Tenant scope: every row has organizationId. No cross-org reads, ever (Invariant 5).

Event schema (customer view)

Public event capture goes through POST /events/track (see packages/api/modules/search/events-public.ts). The accepted shape is intentionally narrow — no email, no full IP, UA capped at 256 chars — so you can plug it into any storefront safely:

{
  type: "search_query" | "zero_results" | "result_click" | "widget_open"
      | "filter_used" | "conversion" | "visit" | "click";
  sessionId?: string;
  anonymousUserId?: string;
  query?: string;
  productId?: string;
  position?: number;
  filters?: Record<string, unknown>;
  sort?: string;
  locale?: string;
  referrer?: string;
  queryId?: string;             // joins clicks to the search that produced them
  conversionType?: string;      // "purchase", "signup", "add_to_cart", …
  metadata?: Record<string, unknown>;
}

Batch up to 50 events per request ({ events: [...] }) and use sendBeacon on page unload — both are first-class supported paths in the widget.

The exact names (search_query, result_click, …) are what surface in the analytics tables and what the SDK / widget emits.
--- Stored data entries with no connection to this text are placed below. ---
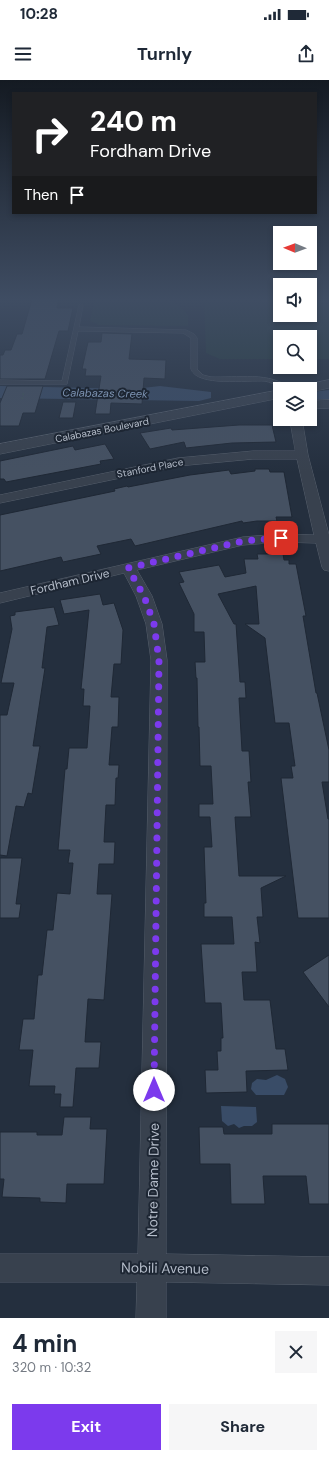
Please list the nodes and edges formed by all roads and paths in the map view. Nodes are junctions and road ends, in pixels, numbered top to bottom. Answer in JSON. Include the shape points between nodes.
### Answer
{"nodes":[{"id":1,"x":70,"y":357,"type":"edge"},
{"id":2,"x":194,"y":357,"type":"edge"},
{"id":3,"x":0,"y":382,"type":"edge"},
{"id":4,"x":276,"y":382,"type":"edge"},
{"id":5,"x":329,"y":384,"type":"edge"},
{"id":6,"x":317,"y":386,"type":"edge"},
{"id":7,"x":273,"y":395,"type":"edge"},
{"id":8,"x":329,"y":404,"type":"edge"},
{"id":9,"x":317,"y":405,"type":"edge"},
{"id":10,"x":273,"y":406,"type":"edge"},
{"id":11,"x":203,"y":410,"type":"junction"},
{"id":12,"x":297,"y":426,"type":"edge"},
{"id":13,"x":0,"y":449,"type":"edge"},
{"id":14,"x":302,"y":455,"type":"junction"},
{"id":15,"x":0,"y":499,"type":"edge"},
{"id":16,"x":326,"y":539,"type":"edge"},
{"id":17,"x":329,"y":567,"type":"edge"},
{"id":18,"x":128,"y":568,"type":"junction"},
{"id":19,"x":0,"y":598,"type":"edge"},
{"id":20,"x":0,"y":1268,"type":"edge"},
{"id":21,"x":152,"y":1268,"type":"junction"},
{"id":22,"x":329,"y":1271,"type":"edge"},
{"id":23,"x":151,"y":1318,"type":"edge"}],
"edges":[{"from":1,"to":3,"type":"lane","via":[[65,382]]},
{"from":2,"to":4,"type":"lane","via":[[194,369],[199,375]]},
{"from":5,"to":6,"type":"street"},
{"from":7,"to":11,"type":"street","name":"Calabazas Boulevard"},
{"from":8,"to":9,"type":"street"},
{"from":10,"to":11,"type":"street","name":"Calabazas Boulevard"},
{"from":11,"to":13,"type":"street","name":"Calabazas Boulevard"},
{"from":12,"to":14,"type":"street"},
{"from":14,"to":15,"type":"street","name":"Stanford Place","via":[[253,455],[178,462]]},
{"from":14,"to":16,"type":"street"},
{"from":16,"to":17,"type":"street"},
{"from":16,"to":18,"type":"street","name":"Fordham Drive","via":[[281,538],[243,541]]},
{"from":18,"to":19,"type":"street","name":"Fordham Drive"},
{"from":18,"to":21,"type":"street","name":"Notre Dame Drive","via":[[144,596],[152,618],[159,660]]},
{"from":20,"to":21,"type":"street","name":"Nobili Avenue"},
{"from":21,"to":22,"type":"street","name":"Nobili Avenue"},
{"from":21,"to":23,"type":"street","name":"Notre Dame Drive"}]}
Keep them aligned; do not invent custom types in client code.

Where to read the data

Dashboard

Analytics dashboard — KPI tiles, time-series chart, Top Queries, Failed Queries, Activity feed. The UI is for everyone; period selector controls all tabs. Retention varies by plan (24 h on all; 30 d on paid).

oRPC procedures

For programmatic access, the protected procedures in packages/api/modules/search/router.ts:

ProcedureWhat it returns
search.usageSummaryPeriod totals: searches, clicks, CTR, p50/p95 latency.
search.topQueriesRanked top queries with searches, clicks, CTR, zero-results flag.
search.analyticsTime-series and aggregated counts by event type.
search.recentActivityActivity feed from SearchActivityEvent.
search.ctrAnalyticsDaily CTR trend.
search.analyticsEventsRaw event retrieval (paginated, filtered).
knowledge.usageMetricsKnowledge module token spend and query count.
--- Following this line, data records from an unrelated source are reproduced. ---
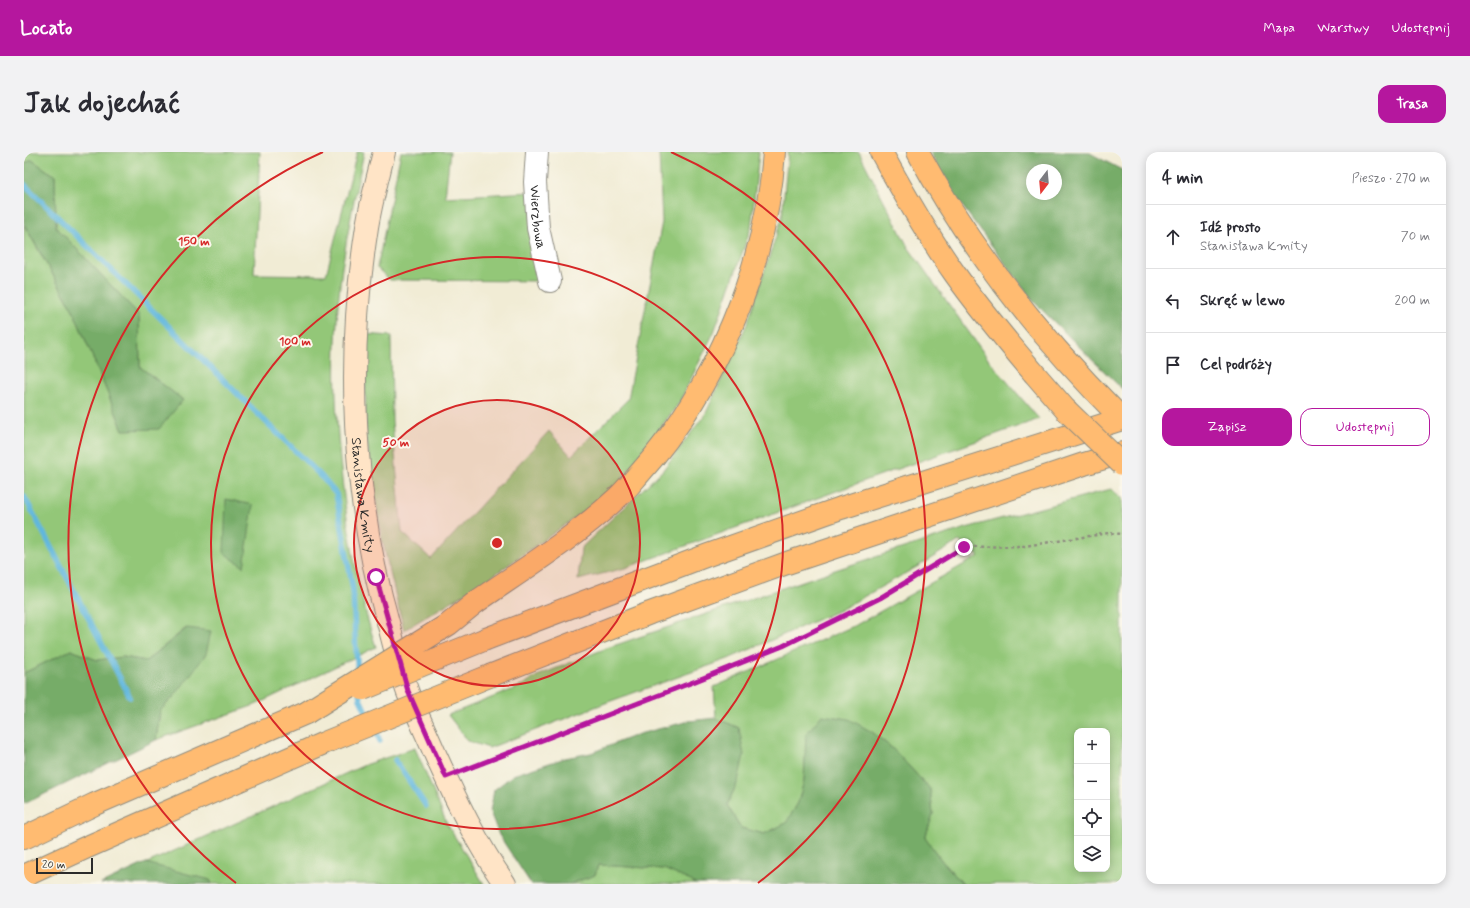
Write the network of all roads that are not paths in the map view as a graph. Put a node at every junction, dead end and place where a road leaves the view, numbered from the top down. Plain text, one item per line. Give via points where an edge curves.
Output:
1 (384, 152) edge
2 (537, 152) edge
3 (774, 152) edge
4 (881, 152) edge
5 (918, 152) edge
6 (550, 281) dead end
7 (1122, 419) edge
8 (1122, 453) edge
9 (1122, 464) edge
10 (306, 712) junction
11 (24, 838) edge
12 (24, 876) edge
13 (505, 884) edge

1 - 13 main road, Stanisława Kmity via 368,225 358,298 355,365 358,454 371,553 385,613 408,691 468,823
2 - 6 street, Wierzbowa via 535,182 538,228
3 - 10 highway, bridge via 760,242 744,293 706,380 656,456 618,498 571,537 476,602 449,624
4 - 9 highway, bridge via 955,274 1033,372 1065,408
5 - 7 highway via 934,183 968,235 1031,320
7 - 10 highway, bridge via 841,508 708,555 486,639
8 - 12 highway, bridge via 787,563 650,613 324,742
10 - 11 highway via 95,804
Each accepts organizationId + a period (24h, 7d, 30d) and returns Prisma-shaped rows you can render anywhere.

Export

CSV and JSON export — see Export.

The closed loop

Analytics in isolation is just a dashboard. The point is to turn each metric into an action:

What you seeWhere it points
High-volume queries with low CTRRelevance tuning — synonyms, queryBy weights, curations.
Zero-result queriesNo-results loop — content gap or synonym/curation rule.
High-volume queries with no conversionConversions — funnel analysis; consider AI answers or guided merchandising.
Spike in failed queries (4xx / 5xx)Operations / errors — rate limit, scoped-token issue.
Rising no-result rateRe-ingest cadence — see Ingest and reindex.
Falling CTR despite stable volumeCuration drift or synonym noise — audit Relevance panel.
Widget-open events without subsequent searchWidget UX — see Widget overview.

For an e-commerce example, the typical loop is: zero-results → spot the missing brand → add a synonym → measure recovery in the same query's CTR over the next period. For SaaS / knowledge-base search, the loop is: low-CTR query → reword the article title → re-ingest → measure CTR rise.

Retention and privacy

  • Retention. All event rows are retained for the plan's window — typically 90 days. Aggregated counts in SearchActivityEvent are kept longer.
  • PII. The public event endpoint deliberately accepts no full IP or email. UA is capped. metadata is opaque but capped at 4 KB JSON.
  • GDPR / DPA. Personal-data scope for AACSearch is documented in Security & Compliance. The widget's analytics path is included in the standard DPA.
  • Right-to-be-forgotten. Deletion is per anonymousUserId — see the Data privacy doc for the redaction procedure.

Examples

E-commerce

Watch: top queries, conversion rate per query, no-result rate, brand-facet usage.

What to read together:

  • topQueries for the week + ctrAnalytics daily trend.
  • analyticsEvents filtered to type=conversion for revenue attribution.
  • noResults panel + content team's brand additions to close the loop.

Watch: zero-result rate, click-to-article rate, AI-answer refusal rate.

What to read together:

  • Top zero-result queries → content gaps in the help center.
  • knowledge.usageMetrics token spend + refusal-rate spikes → quality regression after a docs update.